M. J. Horn, le télégraphiste, accourut, m’avertit, et me pressa de quitter instantanément Philadelphie.

Mes amis frémissaient à la pensée des dangers que j’allais affronter, en passant de Walnutt Street au débarcadère.

— Venez avec moi, quelques-uns ! demandai-je : Ne fût-ce que pour voir ce qui adviendra !

Mais, sous un prétexte ou sous l’autre, les uns et les autres déclinèrent la proposition. Mon fidèle Franklin Turner, marcha seul à mes côtés, ne me laissant que sur le steamer, au moment où l’ordre : — Ce qui ne part pas, à terre ! l’obligea de me quitter.

Arrivé tard à New-York, j’y demeurai la nuit — une nuit angoissée, j’en conviens — sous le toit de mistress Marsh. Les journaux du matin annonçaient que le gouvernement n’épargnerait ni argent, ni peine, pour traquer, dépister et châtier, tout complice de Brown.
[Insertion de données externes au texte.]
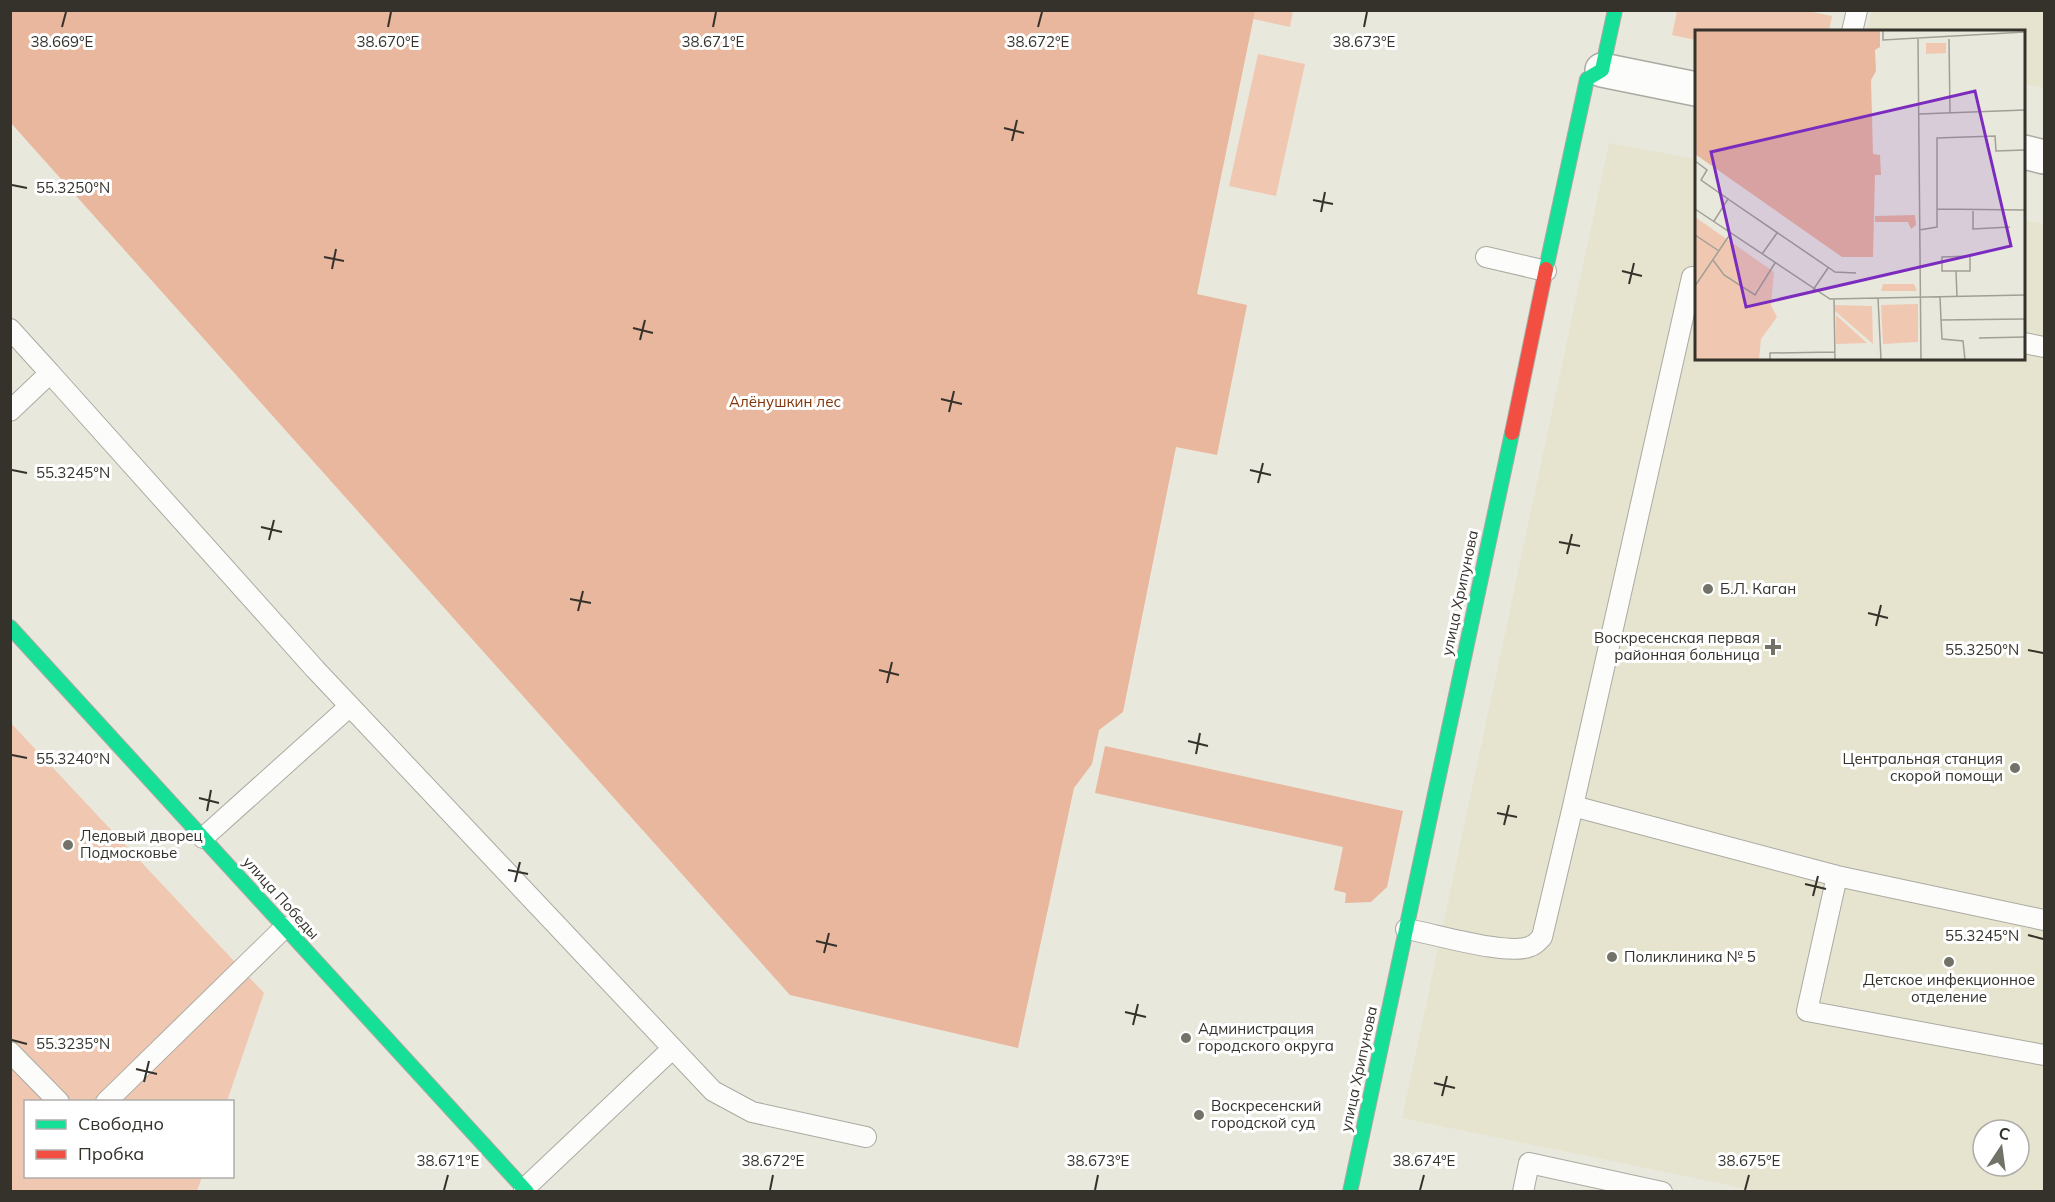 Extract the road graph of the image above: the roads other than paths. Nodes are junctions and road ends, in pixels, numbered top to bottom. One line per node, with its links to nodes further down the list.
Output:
1 (1615, 10): 4 (street, улица Хрипунова)
2 (1857, 10): 3 (lane)
3 (1852, 30)
4 (1602, 70): 5 (street); 9 (street, улица Хрипунова)
5 (1695, 89)
6 (2025, 153): 7 (street)
7 (2044, 157)
8 (1486, 257): 9 (lane)
9 (1546, 271): 23 (street, улица Хрипунова)
10 (1695, 278): 18 (lane)
11 (10, 329): 14 (lane)
12 (2025, 343): 13 (lane)
13 (2044, 347)
14 (50, 373): 15 (lane); 17 (lane)
15 (10, 411)
16 (12, 631): 19 (street, улица Победы)
17 (350, 706): 19 (lane); 24 (lane)
18 (1573, 806): 20 (lane); 23 (lane)
19 (203, 838): 22 (street, улица Победы)
20 (1837, 876): 21 (lane); 26 (lane)
21 (2044, 920)
22 (285, 927): 28 (lane); 30 (street, улица Победы)
23 (1406, 929): 31 (street, улица Хрипунова)
24 (672, 1049): 29 (lane); 30 (lane)
25 (10, 1052): 27 (lane)
26 (2044, 1055)
27 (58, 1100)
28 (107, 1100)
29 (866, 1137)
30 (526, 1190)
31 (1350, 1191)
32 (1523, 1191): 33 (lane)
33 (1662, 1191) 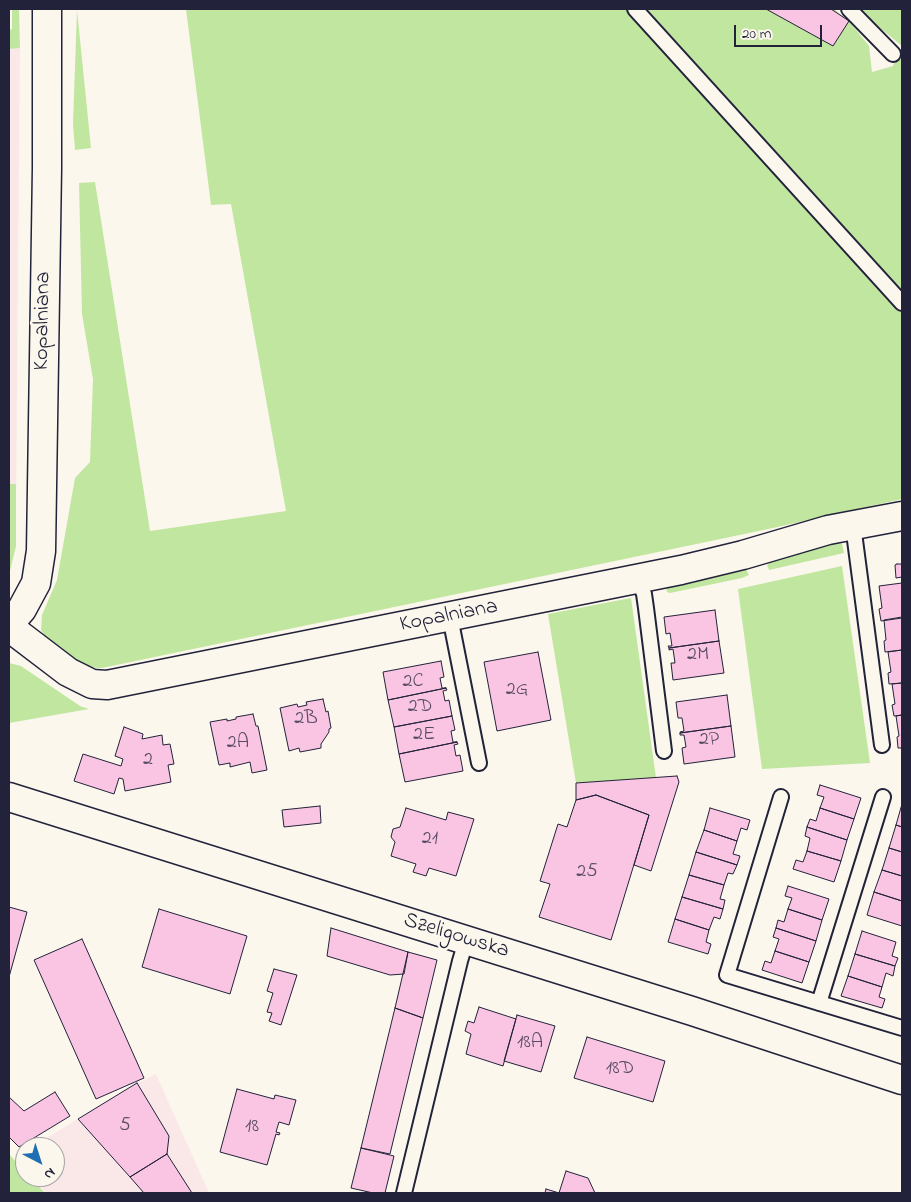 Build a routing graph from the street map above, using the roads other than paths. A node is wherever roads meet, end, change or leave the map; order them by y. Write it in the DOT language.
graph roads {
  1 [pos="46,9"];
  2 [pos="634,9"];
  3 [pos="849,9"];
  4 [pos="893,54"];
  5 [pos="902,303"];
  6 [pos="902,516"];
  7 [pos="853,525"];
  8 [pos="638,579"];
  9 [pos="450,617"];
  10 [pos="9,626"];
  11 [pos="882,745"];
  12 [pos="664,751"];
  13 [pos="479,763"];
  14 [pos="781,797"];
  15 [pos="883,797"];
  16 [pos="9,798"];
  17 [pos="466,940"];
  18 [pos="819,1003"];
  19 [pos="902,1028"];
  20 [pos="902,1080"];
  21 [pos="404,1193"];
  1 -- 10 [label="street, Kopalniana"];
  2 -- 5 [label="lane"];
  3 -- 4 [label="lane"];
  6 -- 7 [label="street, Kopalniana"];
  7 -- 8 [label="street, Kopalniana"];
  7 -- 11 [label="lane"];
  8 -- 9 [label="street, Kopalniana"];
  8 -- 12 [label="lane"];
  9 -- 10 [label="street, Kopalniana"];
  9 -- 13 [label="lane"];
  14 -- 18 [label="lane"];
  15 -- 18 [label="lane"];
  16 -- 17 [label="street, Szeligowska"];
  17 -- 20 [label="street, Szeligowska"];
  17 -- 21 [label="lane"];
  18 -- 19 [label="lane"];
} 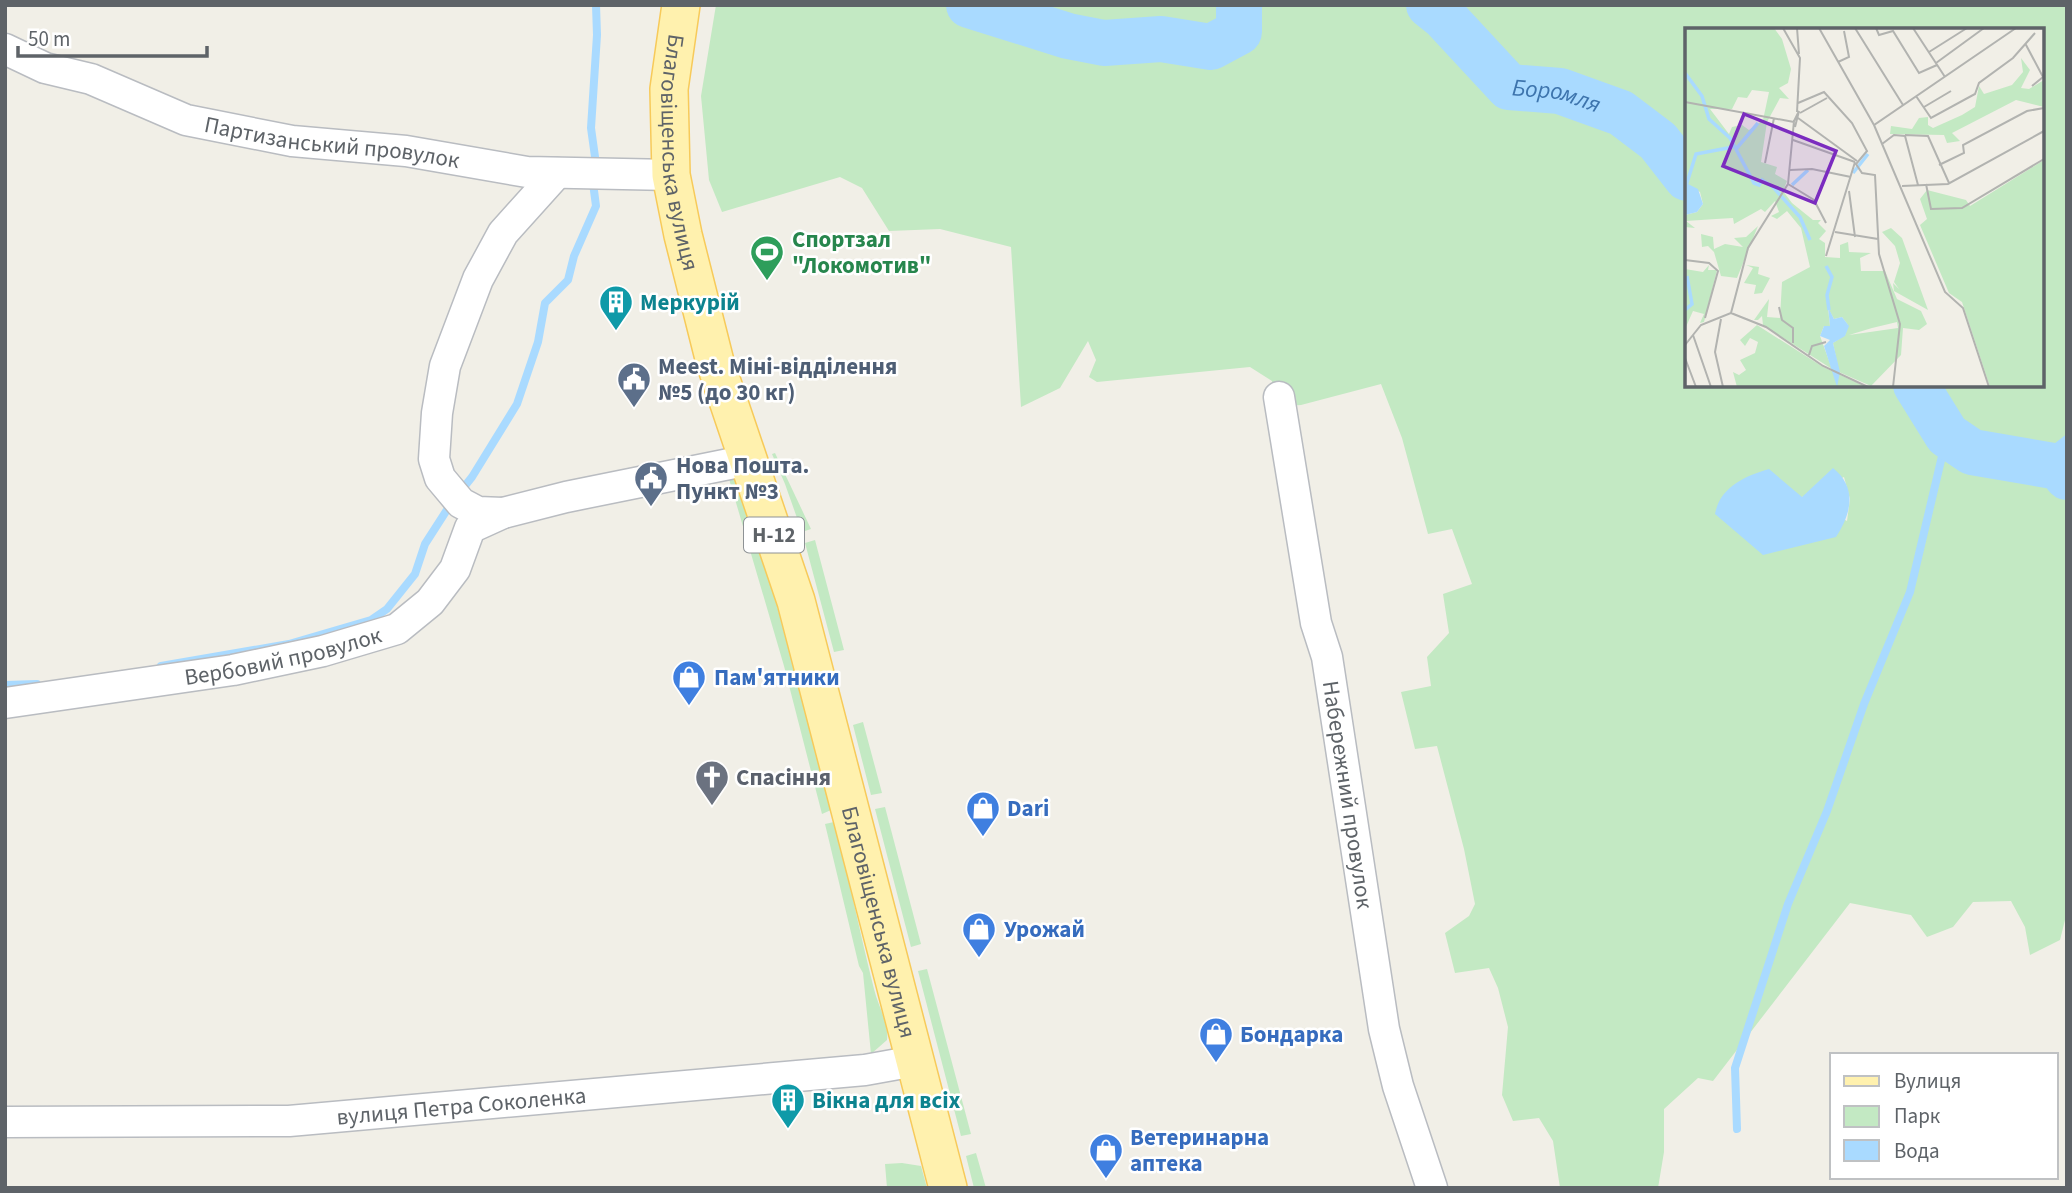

À l’instant, un souvenir me revint : Mon pupitre (Rochester) renfermait des lettres de Brown ; plus, son projet de constitution !

— Écrivez ! fis-je, tendant une feuille de télégramme à miss X… ; et je dictai : — « B. F. Blackall, esq., Rochester : — Dites à Lewis prendre papiers, haut pupitre, mettre en sûreté. » — Louis était mon fils ; B. F Blackall, le télégraphiste de Rochester et mon ami.

L’affaire des papiers réglée, restait ma personne. Qu’en faire ? Je pris, de tous, le parti le plus risqué : retourner chez moi.

À peine arrivé — ce ne fut ni sans difficultés, ni sans périls — le lieutenant gouverneur Selden, entrait dans mon bureau.

— Filez au Canada ! me dit-il : Wise, le gouverneur de Virginie, va vous requérir ; notre Gouverneur ne peut écarter sa demande ; le peuple prendra les armes ; évitez l’effusion du sang !

Je suivis le conseil.

Selden avait vu vrai. Ce qui le prouve, c’est la lettre suivante, confidentielle, du gouverneur de Virginie au président des États-Unis, Buchanan[3].

Richemond, Va, nov. 13, 1859.
À Son Excellence James Buchanan, président des États-Unis, et à l’Honorable Directeur Général des postes.

« Gentilshommes, informations reçues et certifiées par serment, je requiers du pouvoir exécutif du Michigan la personne de Frédérick Douglass — selon toute probabilité dans le Michigan à cette heure — nègre, prévenu de meurtre, vol, excitation à l’insurrection servile dans l’État de Virginie. Mes agents, chargés de réclamer et arrêter ladite personne sont : Benjamin, M. Morris, et William Kelly. Je demande pour eux, l’autorité nominale d’agents postaux. Leur mission secrète exige quelque prétexte, pour traverser sans risque des quartiers dangereux, et procéder, garantis contre toute violence, à l’exécution de la loi. Je prie M. le Directeur Général des postes, de conférer à tous deux, l’autorisation d’agir comme détectives du département postal ; allant et venant sans interrogation, délai ou empêchement.

« R. J. B., etc. Henry A. Wise. »

Six heures après mon départ, le gouvernement procédait à ma recherche, dans la ville (Rochester) que je venais de quitter.


  1. Depuis, le fameux général des armées du sud.
  2. Une large souscription subvint aux besoins de la famille.
  3. Lossing, l’historien, me la fit tenir après la guerre.